Please restate the data below word for word, omitting all images.

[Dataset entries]
┌──
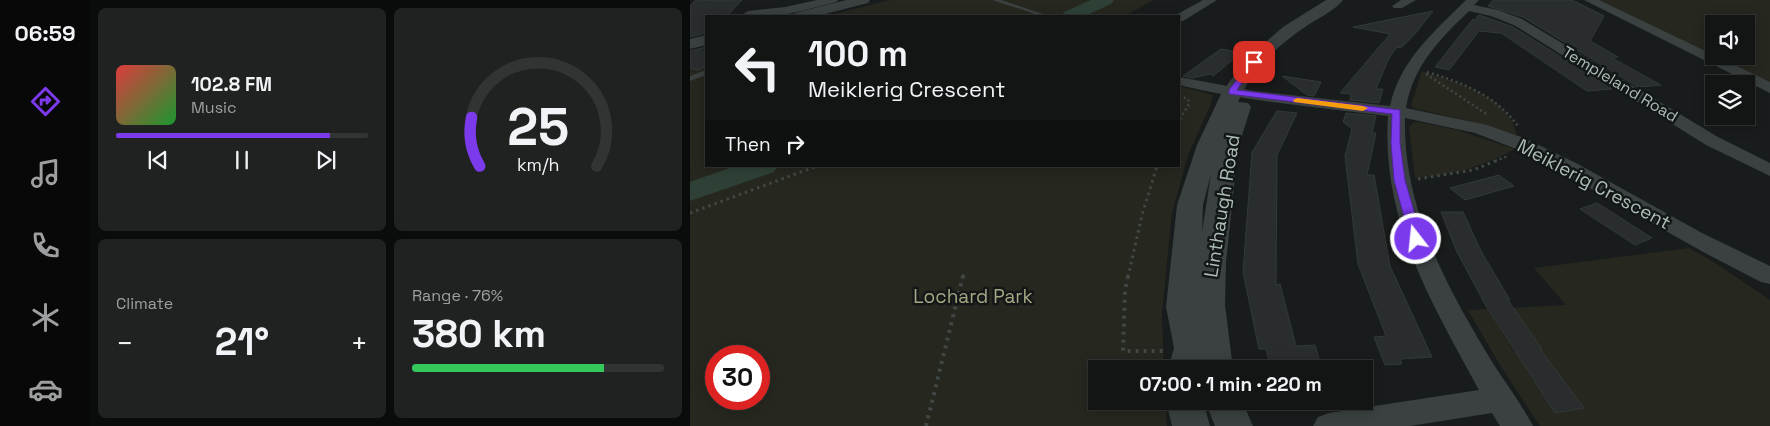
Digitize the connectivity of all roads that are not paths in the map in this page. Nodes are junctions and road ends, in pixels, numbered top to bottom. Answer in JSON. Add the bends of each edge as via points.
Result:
{"nodes":[{"id":1,"x":762,"y":0,"type":"edge"},
{"id":2,"x":832,"y":0,"type":"edge"},
{"id":3,"x":863,"y":0,"type":"edge"},
{"id":4,"x":878,"y":0,"type":"edge"},
{"id":5,"x":995,"y":0,"type":"edge"},
{"id":6,"x":1211,"y":0,"type":"edge"},
{"id":7,"x":1336,"y":0,"type":"edge"},
{"id":8,"x":1348,"y":0,"type":"edge"},
{"id":9,"x":1410,"y":0,"type":"edge"},
{"id":10,"x":1590,"y":0,"type":"edge"},
{"id":11,"x":1470,"y":4,"type":"edge"},
{"id":12,"x":1398,"y":6,"type":"dead end"},
{"id":13,"x":1040,"y":14,"type":"dead end"},
{"id":14,"x":749,"y":15,"type":"edge"},
{"id":15,"x":755,"y":15,"type":"edge"},
{"id":16,"x":804,"y":15,"type":"edge"},
{"id":17,"x":819,"y":15,"type":"edge"},
{"id":18,"x":1180,"y":17,"type":"edge"},
{"id":19,"x":705,"y":40,"type":"edge"},
{"id":20,"x":690,"y":44,"type":"edge"},
{"id":21,"x":705,"y":44,"type":"edge"},
{"id":22,"x":690,"y":48,"type":"edge"},
{"id":23,"x":705,"y":72,"type":"edge"},
{"id":24,"x":690,"y":79,"type":"edge"},
{"id":25,"x":1180,"y":80,"type":"edge"},
{"id":26,"x":1770,"y":88,"type":"edge"},
{"id":27,"x":1240,"y":93,"type":"junction"},
{"id":28,"x":1397,"y":112,"type":"junction"},
{"id":29,"x":1770,"y":170,"type":"edge"},
{"id":30,"x":1740,"y":262,"type":"junction"},
{"id":31,"x":1770,"y":276,"type":"edge"},
{"id":32,"x":1770,"y":284,"type":"edge"},
{"id":33,"x":1180,"y":360,"type":"edge"},
{"id":34,"x":1214,"y":360,"type":"edge"},
{"id":35,"x":1499,"y":399,"type":"junction"},
{"id":36,"x":1187,"y":410,"type":"edge"},
{"id":37,"x":1227,"y":410,"type":"edge"},
{"id":38,"x":1191,"y":426,"type":"edge"},
{"id":39,"x":1234,"y":426,"type":"edge"},
{"id":40,"x":1329,"y":426,"type":"edge"},
{"id":41,"x":1517,"y":426,"type":"edge"}],
"edges":[{"from":1,"to":14,"type":"street"},
{"from":2,"to":15,"type":"street"},
{"from":3,"to":16,"type":"street"},
{"from":4,"to":17,"type":"street"},
{"from":5,"to":13,"type":"lane"},
{"from":6,"to":18,"type":"street"},
{"from":7,"to":27,"type":"street","name":"Linthaugh Road","via":[[1275,41],[1254,62]]},
{"from":8,"to":27,"type":"street","name":"Linthaugh Road","via":[[1302,32],[1266,71]]},
{"from":9,"to":12,"type":"street"},
{"from":10,"to":26,"type":"street"},
{"from":11,"to":28,"type":"street","via":[[1421,53],[1405,83]]},
{"from":11,"to":29,"type":"street","name":"Templeland Road","via":[[1518,22],[1712,141]]},
{"from":19,"to":20,"type":"street"},
{"from":21,"to":22,"type":"street"},
{"from":23,"to":24,"type":"lane"},
{"from":25,"to":27,"type":"street","name":"Meiklerig Crescent"},
{"from":27,"to":28,"type":"street","name":"Meiklerig Crescent"},
{"from":27,"to":33,"type":"street","name":"Linthaugh Road","via":[[1208,144],[1190,205],[1182,307],[1191,348]]},
{"from":27,"to":34,"type":"street","name":"Linthaugh Road","via":[[1240,109],[1227,148],[1211,262],[1209,305]]},
{"from":28,"to":30,"type":"street","name":"Meiklerig Crescent","via":[[1480,129],[1525,144]]},
{"from":28,"to":35,"type":"street","via":[[1400,180],[1416,239],[1444,303]]},
{"from":30,"to":31,"type":"street","name":"Meiklerig Crescent"},
{"from":30,"to":32,"type":"street"},
{"from":35,"to":40,"type":"street"},
{"from":35,"to":41,"type":"street"},
{"from":36,"to":38,"type":"street"},
{"from":37,"to":39,"type":"street"}]}
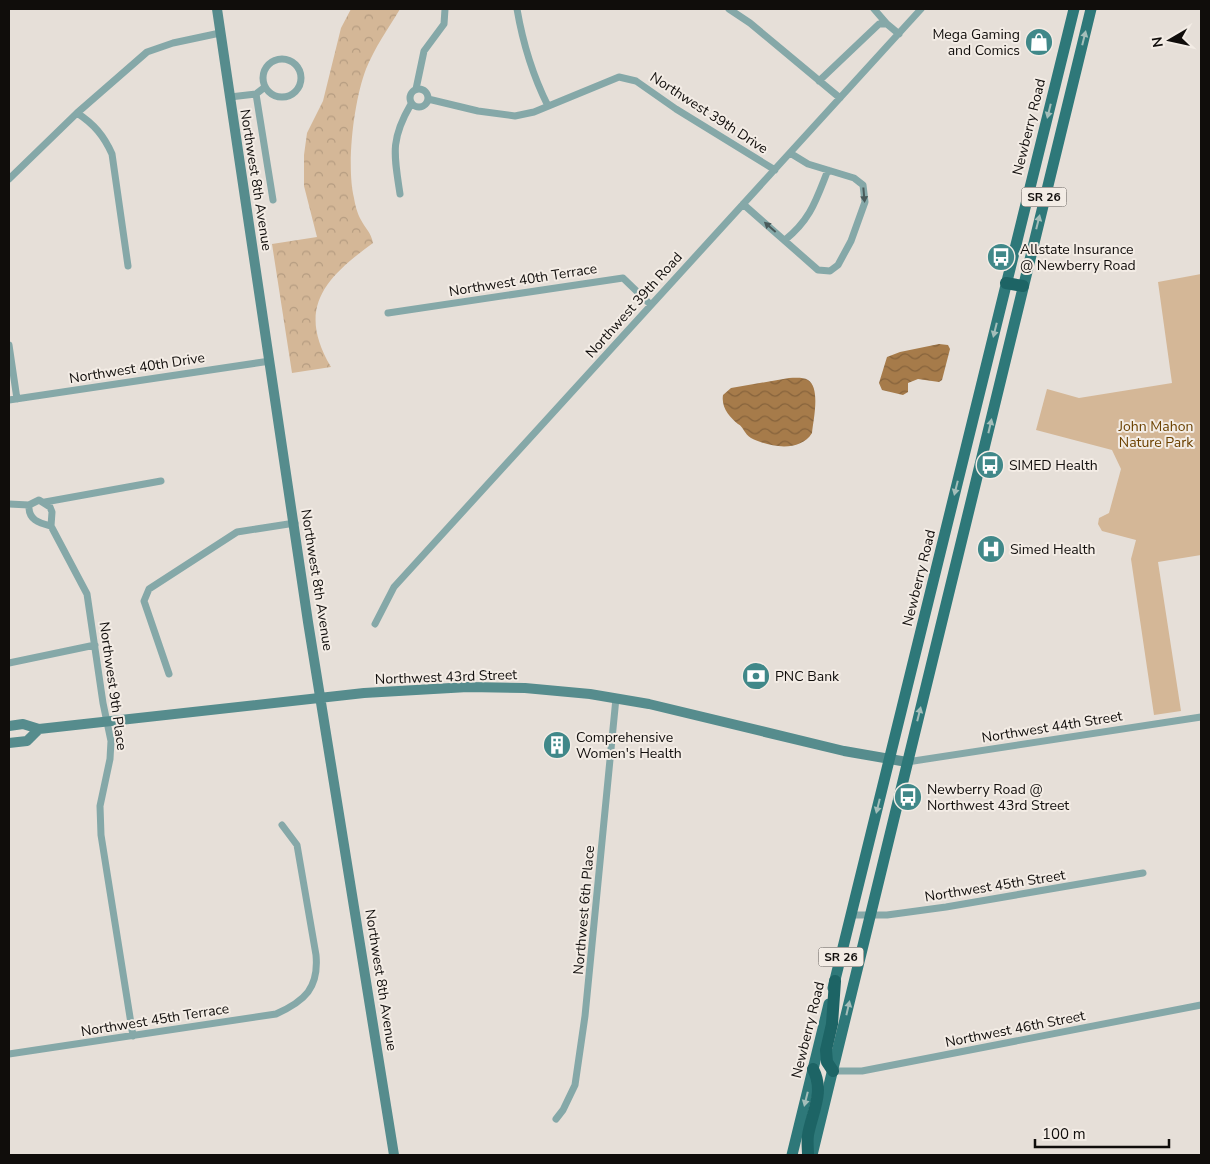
└──
### REPLY TO THE TASK
Digitize the connectivity of all roads that are not paths in the map in this page. Nodes are junctions and road ends, in pixels, numbered top to bottom. Answer in JSON. Add the bends of each edge as via points.
Result:
{"nodes":[{"id":1,"x":762,"y":0,"type":"edge"},
{"id":2,"x":832,"y":0,"type":"edge"},
{"id":3,"x":863,"y":0,"type":"edge"},
{"id":4,"x":878,"y":0,"type":"edge"},
{"id":5,"x":995,"y":0,"type":"edge"},
{"id":6,"x":1211,"y":0,"type":"edge"},
{"id":7,"x":1336,"y":0,"type":"edge"},
{"id":8,"x":1348,"y":0,"type":"edge"},
{"id":9,"x":1410,"y":0,"type":"edge"},
{"id":10,"x":1590,"y":0,"type":"edge"},
{"id":11,"x":1470,"y":4,"type":"edge"},
{"id":12,"x":1398,"y":6,"type":"dead end"},
{"id":13,"x":1040,"y":14,"type":"dead end"},
{"id":14,"x":749,"y":15,"type":"edge"},
{"id":15,"x":755,"y":15,"type":"edge"},
{"id":16,"x":804,"y":15,"type":"edge"},
{"id":17,"x":819,"y":15,"type":"edge"},
{"id":18,"x":1180,"y":17,"type":"edge"},
{"id":19,"x":705,"y":40,"type":"edge"},
{"id":20,"x":690,"y":44,"type":"edge"},
{"id":21,"x":705,"y":44,"type":"edge"},
{"id":22,"x":690,"y":48,"type":"edge"},
{"id":23,"x":705,"y":72,"type":"edge"},
{"id":24,"x":690,"y":79,"type":"edge"},
{"id":25,"x":1180,"y":80,"type":"edge"},
{"id":26,"x":1770,"y":88,"type":"edge"},
{"id":27,"x":1240,"y":93,"type":"junction"},
{"id":28,"x":1397,"y":112,"type":"junction"},
{"id":29,"x":1770,"y":170,"type":"edge"},
{"id":30,"x":1740,"y":262,"type":"junction"},
{"id":31,"x":1770,"y":276,"type":"edge"},
{"id":32,"x":1770,"y":284,"type":"edge"},
{"id":33,"x":1180,"y":360,"type":"edge"},
{"id":34,"x":1214,"y":360,"type":"edge"},
{"id":35,"x":1499,"y":399,"type":"junction"},
{"id":36,"x":1187,"y":410,"type":"edge"},
{"id":37,"x":1227,"y":410,"type":"edge"},
{"id":38,"x":1191,"y":426,"type":"edge"},
{"id":39,"x":1234,"y":426,"type":"edge"},
{"id":40,"x":1329,"y":426,"type":"edge"},
{"id":41,"x":1517,"y":426,"type":"edge"}],
"edges":[{"from":1,"to":14,"type":"street"},
{"from":2,"to":15,"type":"street"},
{"from":3,"to":16,"type":"street"},
{"from":4,"to":17,"type":"street"},
{"from":5,"to":13,"type":"lane"},
{"from":6,"to":18,"type":"street"},
{"from":7,"to":27,"type":"street","name":"Linthaugh Road","via":[[1275,41],[1254,62]]},
{"from":8,"to":27,"type":"street","name":"Linthaugh Road","via":[[1302,32],[1266,71]]},
{"from":9,"to":12,"type":"street"},
{"from":10,"to":26,"type":"street"},
{"from":11,"to":28,"type":"street","via":[[1421,53],[1405,83]]},
{"from":11,"to":29,"type":"street","name":"Templeland Road","via":[[1518,22],[1712,141]]},
{"from":19,"to":20,"type":"street"},
{"from":21,"to":22,"type":"street"},
{"from":23,"to":24,"type":"lane"},
{"from":25,"to":27,"type":"street","name":"Meiklerig Crescent"},
{"from":27,"to":28,"type":"street","name":"Meiklerig Crescent"},
{"from":27,"to":33,"type":"street","name":"Linthaugh Road","via":[[1208,144],[1190,205],[1182,307],[1191,348]]},
{"from":27,"to":34,"type":"street","name":"Linthaugh Road","via":[[1240,109],[1227,148],[1211,262],[1209,305]]},
{"from":28,"to":30,"type":"street","name":"Meiklerig Crescent","via":[[1480,129],[1525,144]]},
{"from":28,"to":35,"type":"street","via":[[1400,180],[1416,239],[1444,303]]},
{"from":30,"to":31,"type":"street","name":"Meiklerig Crescent"},
{"from":30,"to":32,"type":"street"},
{"from":35,"to":40,"type":"street"},
{"from":35,"to":41,"type":"street"},
{"from":36,"to":38,"type":"street"},
{"from":37,"to":39,"type":"street"}]}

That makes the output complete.